A maioria das instituições de ensino superior já adotou ferramentas de inteligência artificial generativa, sobretudo no ensino. Mas a capacidade institucional para regular e integrar estas tecnologias continua atrasada. O diagnóstico é de um estudo apresentado pelo Conselho Nacional para a Inovação Pedagógica no Ensino Superior (CNIPES).
O estudo, baseado em respostas de 68 instituições e na análise de práticas internacionais, conclui que a adoção da IA está a avançar mais rapidamente do que os mecanismos de governação necessários para a enquadrar. Mais de metade das instituições (52,9%) já utiliza IA no ensino, enquanto 42,6% recorre a estas ferramentas na investigação. Em contraste, apenas 26,5% reporta utilização na gestão, evidenciando uma adoção desigual entre áreas.
O relatório sublinha a ausência generalizada de políticas estruturadas, bem como de rotinas de auditoria, validação e responsabilização. Em muitos casos, a utilização da IA ocorre de forma fragmentada, limitada a disciplinas ou projetos específicos, sem integração em estratégias institucionais mais amplas.
A nível interno, foram também identificadas assimetrias significativas. Algumas instituições investem na formação de docentes, mas não replicam esse esforço junto dos estudantes, o que levanta questões sobre literacia digital e uso responsável destas ferramentas. O CNIPES alerta ainda para o risco de erro académico e institucional associado ao uso de modelos generativos sem validação humana.
A necessidade de supervisão é destacada como elemento central. O relatório defende que a utilização de IA deve ser transparente, com indicação explícita da sua contribuição em trabalhos académicos ou administrativos, e acompanhada por mecanismos claros de responsabilização.

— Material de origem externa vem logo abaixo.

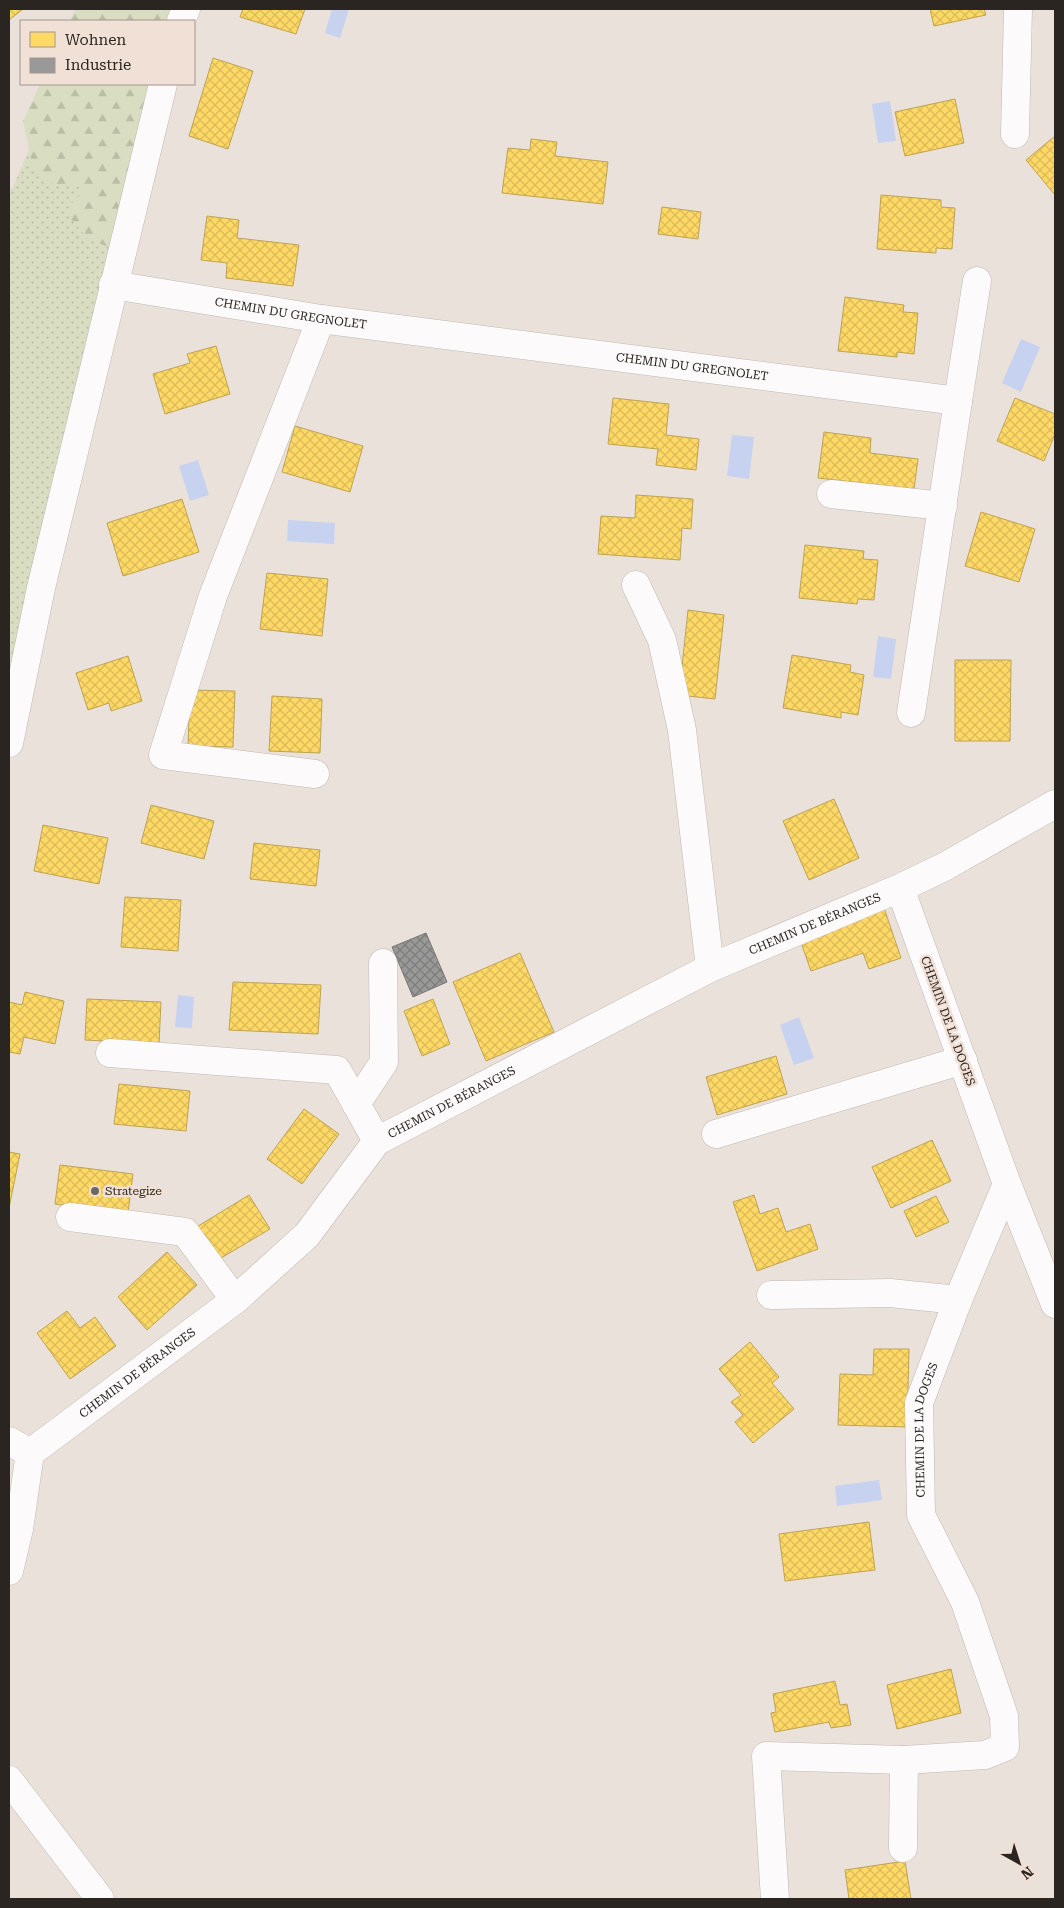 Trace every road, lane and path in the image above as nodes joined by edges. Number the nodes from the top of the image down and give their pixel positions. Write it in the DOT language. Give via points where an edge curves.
graph roads {
  1 [pos="1018,9"];
  2 [pos="164,85"];
  3 [pos="1015,134"];
  4 [pos="976,281"];
  5 [pos="113,285"];
  6 [pos="320,319"];
  7 [pos="958,401"];
  8 [pos="831,494"];
  9 [pos="943,506"];
  10 [pos="636,585"];
  11 [pos="911,713"];
  12 [pos="9,743"];
  13 [pos="315,774"];
  14 [pos="1055,804"];
  15 [pos="900,888"];
  16 [pos="383,963"];
  17 [pos="710,968"];
  18 [pos="110,1053"];
  19 [pos="963,1060"];
  20 [pos="356,1104"];
  21 [pos="716,1134"];
  22 [pos="377,1141"];
  23 [pos="1007,1184"];
  24 [pos="70,1217"];
  25 [pos="771,1294"];
  26 [pos="235,1300"];
  27 [pos="958,1300"];
  28 [pos="1055,1304"];
  29 [pos="19,1447"];
  30 [pos="9,1571"];
  31 [pos="904,1760"];
  32 [pos="9,1780"];
  33 [pos="903,1848"];
  34 [pos="100,1899"];
  35 [pos="775,1899"];
  1 -- 3 [label="street"];
  2 -- 5 [label="street"];
  4 -- 7 [label="street"];
  5 -- 6 [label="street, CHEMIN DU GREGNOLET"];
  5 -- 12 [label="street" via="41,588"];
  6 -- 7 [label="street, CHEMIN DU GREGNOLET"];
  6 -- 13 [label="street" via="213,596 163,755"];
  7 -- 9 [label="street"];
  8 -- 9 [label="street"];
  9 -- 11 [label="street"];
  10 -- 17 [label="street" via="662,640 682,730"];
  14 -- 15 [label="street, CHEMIN DE BÉRANGES" via="944,867"];
  15 -- 17 [label="street, CHEMIN DE BÉRANGES"];
  15 -- 19 [label="street, CHEMIN DE LA DOGES"];
  16 -- 20 [label="street" via="379,998 384,1062"];
  17 -- 22 [label="street, CHEMIN DE BÉRANGES"];
  18 -- 20 [label="street" via="337,1070"];
  19 -- 21 [label="street"];
  19 -- 23 [label="street, CHEMIN DE LA DOGES"];
  20 -- 22 [label="street"];
  22 -- 26 [label="street, CHEMIN DE BÉRANGES" via="307,1236"];
  23 -- 27 [label="street, CHEMIN DE LA DOGES"];
  23 -- 28 [label="street"];
  24 -- 26 [label="street" via="185,1232"];
  25 -- 27 [label="street" via="890,1293"];
  26 -- 29 [label="street, CHEMIN DE BÉRANGES"];
  27 -- 31 [label="street, CHEMIN DE LA DOGES" via="919,1403 921,1515 965,1602 1004,1716 1006,1747 985,1754"];
  29 -- 30 [label="street, CHEMIN DE BÉRANGES" via="19,1529"];
  31 -- 33 [label="street"];
  31 -- 35 [label="street, CHEMIN DE LA DOGES" via="766,1756"];
  32 -- 34 [label="street"];
} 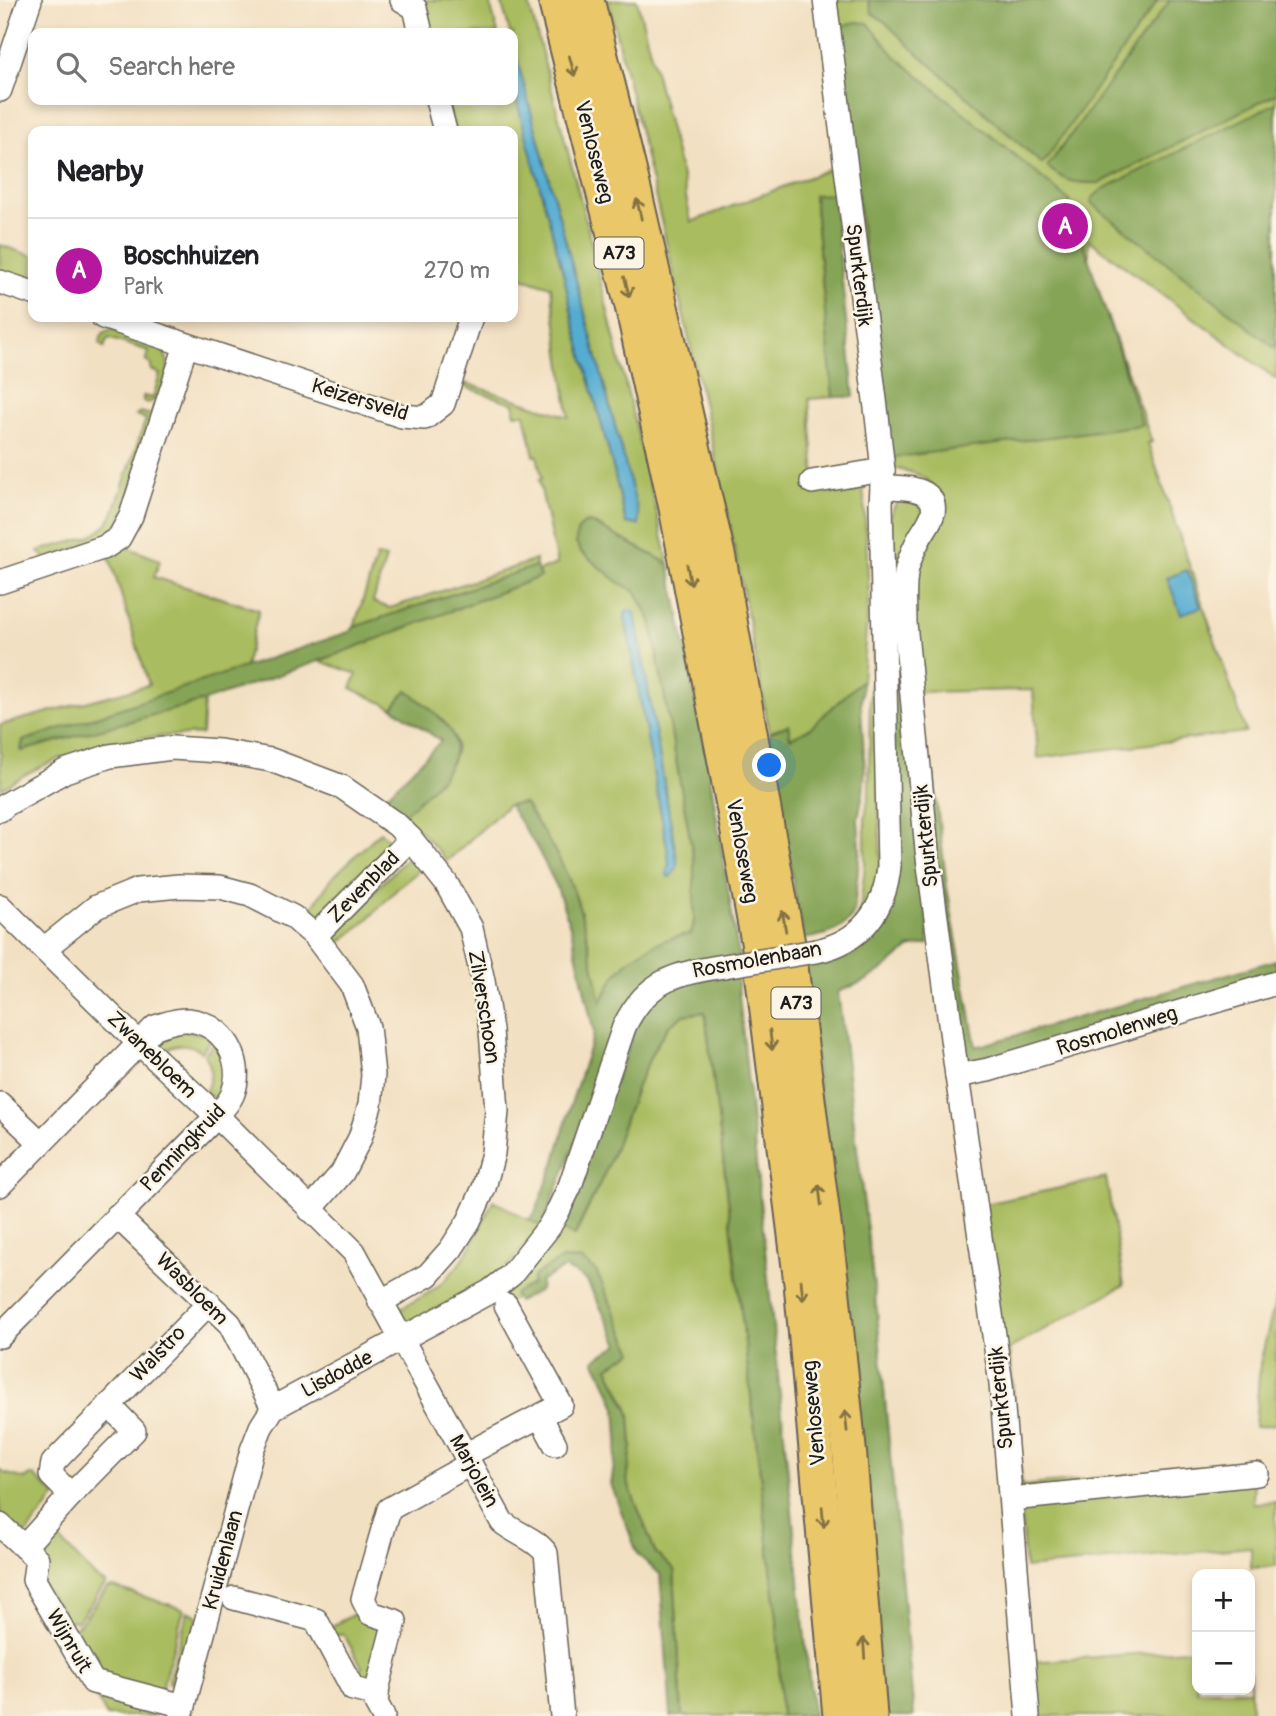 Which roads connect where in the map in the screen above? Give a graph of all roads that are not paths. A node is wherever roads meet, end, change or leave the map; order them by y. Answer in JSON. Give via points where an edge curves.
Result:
{"nodes":[{"id":1,"x":30,"y":0,"type":"edge"},
{"id":2,"x":402,"y":0,"type":"edge"},
{"id":3,"x":555,"y":0,"type":"edge"},
{"id":4,"x":587,"y":0,"type":"edge"},
{"id":5,"x":825,"y":0,"type":"edge"},
{"id":6,"x":420,"y":28,"type":"edge"},
{"id":7,"x":0,"y":90,"type":"edge"},
{"id":8,"x":438,"y":105,"type":"edge"},
{"id":9,"x":444,"y":126,"type":"edge"},
{"id":10,"x":0,"y":282,"type":"edge"},
{"id":11,"x":28,"y":291,"type":"edge"},
{"id":12,"x":118,"y":322,"type":"edge"},
{"id":13,"x":469,"y":322,"type":"edge"},
{"id":14,"x":186,"y":345,"type":"junction"},
{"id":15,"x":883,"y":478,"type":"junction"},
{"id":16,"x":812,"y":481,"type":"dead end"},
{"id":17,"x":0,"y":582,"type":"edge"},
{"id":18,"x":0,"y":810,"type":"edge"},
{"id":19,"x":411,"y":839,"type":"junction"},
{"id":20,"x":0,"y":906,"type":"edge"},
{"id":21,"x":316,"y":936,"type":"junction"},
{"id":22,"x":44,"y":949,"type":"junction"},
{"id":23,"x":1276,"y":983,"type":"edge"},
{"id":24,"x":139,"y":1043,"type":"junction"},
{"id":25,"x":957,"y":1076,"type":"junction"},
{"id":26,"x":0,"y":1104,"type":"edge"},
{"id":27,"x":217,"y":1116,"type":"junction"},
{"id":28,"x":41,"y":1143,"type":"junction"},
{"id":29,"x":0,"y":1185,"type":"edge"},
{"id":30,"x":310,"y":1210,"type":"junction"},
{"id":31,"x":117,"y":1216,"type":"junction"},
{"id":32,"x":380,"y":1302,"type":"junction"},
{"id":33,"x":209,"y":1303,"type":"junction"},
{"id":34,"x":506,"y":1305,"type":"dead end"},
{"id":35,"x":0,"y":1336,"type":"edge"},
{"id":36,"x":401,"y":1340,"type":"junction"},
{"id":37,"x":108,"y":1405,"type":"junction"},
{"id":38,"x":273,"y":1408,"type":"junction"},
{"id":39,"x":540,"y":1416,"type":"junction"},
{"id":40,"x":555,"y":1444,"type":"dead end"},
{"id":41,"x":467,"y":1460,"type":"junction"},
{"id":42,"x":1257,"y":1474,"type":"dead end"},
{"id":43,"x":71,"y":1495,"type":"junction"},
{"id":44,"x":1011,"y":1499,"type":"junction"},
{"id":45,"x":0,"y":1525,"type":"edge"},
{"id":46,"x":24,"y":1547,"type":"junction"},
{"id":47,"x":234,"y":1598,"type":"dead end"},
{"id":48,"x":380,"y":1706,"type":"edge"},
{"id":49,"x":183,"y":1711,"type":"edge"},
{"id":50,"x":562,"y":1716,"type":"edge"},
{"id":51,"x":840,"y":1716,"type":"edge"},
{"id":52,"x":870,"y":1716,"type":"edge"},
{"id":53,"x":1028,"y":1716,"type":"edge"}],
"edges":[{"from":1,"to":7,"type":"street"},
{"from":2,"to":6,"type":"street","via":[[415,8]]},
{"from":3,"to":51,"type":"highway","name":"Venloseweg","number":"A73","one_way":true,"via":[[636,323],[760,947],[801,1283]]},
{"from":52,"to":4,"type":"highway","name":"Venloseweg","number":"A73","one_way":true,"via":[[832,1286],[788,944],[719,559]]},
{"from":5,"to":15,"type":"street","name":"Spurkterdijk"},
{"from":8,"to":9,"type":"street"},
{"from":10,"to":11,"type":"street"},
{"from":12,"to":14,"type":"street","name":"Keizersveld"},
{"from":13,"to":14,"type":"street","name":"Keizersveld","via":[[443,404],[425,418],[402,416]]},
{"from":14,"to":17,"type":"street","via":[[131,516],[119,538],[105,547]]},
{"from":15,"to":16,"type":"street"},
{"from":15,"to":25,"type":"street","name":"Spurkterdijk","via":[[897,487],[924,492],[933,504],[933,514],[907,568],[905,623],[927,850]]},
{"from":15,"to":36,"type":"street","name":"Rosmolenbaan","bridge":true,"via":[[889,866],[879,906],[865,926],[835,946],[688,972],[654,988],[624,1027],[570,1186],[550,1227],[511,1275],[489,1292]]},
{"from":18,"to":19,"type":"street","name":"Zilverschoon","via":[[65,771],[110,756],[173,748],[220,751],[271,760],[342,787]]},
{"from":19,"to":21,"type":"street","name":"Zevenblad"},
{"from":19,"to":32,"type":"street","name":"Zilverschoon","via":[[446,883],[471,928],[491,1030],[497,1111],[493,1153],[469,1221],[428,1275]]},
{"from":20,"to":22,"type":"street","name":"Zwanebloem"},
{"from":21,"to":22,"type":"street","name":"Zevenblad","via":[[293,917],[250,895],[220,887],[179,886],[138,890],[96,907]]},
{"from":21,"to":30,"type":"street","name":"Zevenblad","via":[[352,985],[368,1027],[373,1075],[360,1138],[342,1173]]},
{"from":22,"to":24,"type":"street","name":"Zwanebloem"},
{"from":23,"to":25,"type":"street","name":"Rosmolenweg"},
{"from":24,"to":27,"type":"street","name":"Zwanebloem"},
{"from":24,"to":27,"type":"street","name":"Penningkruid","via":[[155,1027],[174,1021],[189,1020],[220,1034],[233,1053],[237,1076],[232,1097]]},
{"from":24,"to":28,"type":"street","name":"Penningkruid"},
{"from":25,"to":44,"type":"street","name":"Spurkterdijk","via":[[1001,1384]]},
{"from":26,"to":28,"type":"street"},
{"from":27,"to":30,"type":"street","name":"Zwanebloem"},
{"from":27,"to":31,"type":"street","name":"Penningkruid"},
{"from":28,"to":29,"type":"street","name":"Penningkruid"},
{"from":30,"to":32,"type":"street","name":"Zwanebloem","via":[[354,1252]]},
{"from":31,"to":33,"type":"street","name":"Wasbloem"},
{"from":31,"to":35,"type":"street","name":"Penningkruid"},
{"from":32,"to":36,"type":"street","name":"Zwanebloem"},
{"from":33,"to":37,"type":"street","name":"Walstro"},
{"from":33,"to":38,"type":"street","name":"Wasbloem","via":[[230,1324]]},
{"from":34,"to":39,"type":"street","via":[[561,1405]]},
{"from":36,"to":38,"type":"street","name":"Lisdodde"},
{"from":36,"to":41,"type":"street","name":"Marjolein"},
{"from":37,"to":43,"type":"street","name":"Walstro","via":[[52,1463],[51,1475]]},
{"from":37,"to":43,"type":"street","via":[[134,1431]]},
{"from":38,"to":49,"type":"street","name":"Kruidenlaan","via":[[252,1450]]},
{"from":39,"to":40,"type":"street"},
{"from":39,"to":41,"type":"street"},
{"from":41,"to":48,"type":"street","via":[[389,1509],[363,1599],[370,1613],[395,1621],[378,1686]]},
{"from":41,"to":50,"type":"street","name":"Marjolein","via":[[502,1522],[547,1553]]},
{"from":42,"to":44,"type":"street"},
{"from":43,"to":46,"type":"street"},
{"from":44,"to":53,"type":"street","name":"Spurkterdijk"},
{"from":45,"to":46,"type":"street","name":"Wijnruit"},
{"from":46,"to":49,"type":"street","name":"Wijnruit","via":[[37,1559],[34,1580],[93,1682]]},
{"from":47,"to":48,"type":"street","via":[[316,1620],[353,1689]]}]}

Este cenário não é exclusivo de Portugal. Estudos internacionais apontam para tendências semelhantes. Dados da UNESCO e da OECD indicam que a adoção de IA no ensino superior tem crescido rapidamente, mas frequentemente sem enquadramento normativo consolidado, o que levanta desafios éticos, pedagógicos e operacionais.
O CNIPES recomenda a criação de uma plataforma nacional para apoiar a partilha de práticas, recursos e evidência científica, com o objetivo de promover uma abordagem mais coerente e comparável entre instituições. A proposta inclui também o reforço da integração da IA nos currículos, revisão de métodos de avaliação e definição de orientações claras para o seu uso ético.
As conclusões serão agora discutidas com reitores e responsáveis institucionais, devendo dar origem a um conjunto de recomendações a apresentar ao Governo. O objetivo passa por alinhar a adoção tecnológica com modelos de governação mais robustos, num contexto em que a inteligência artificial começa a assumir um papel estrutural no ensino, investigação e gestão académica.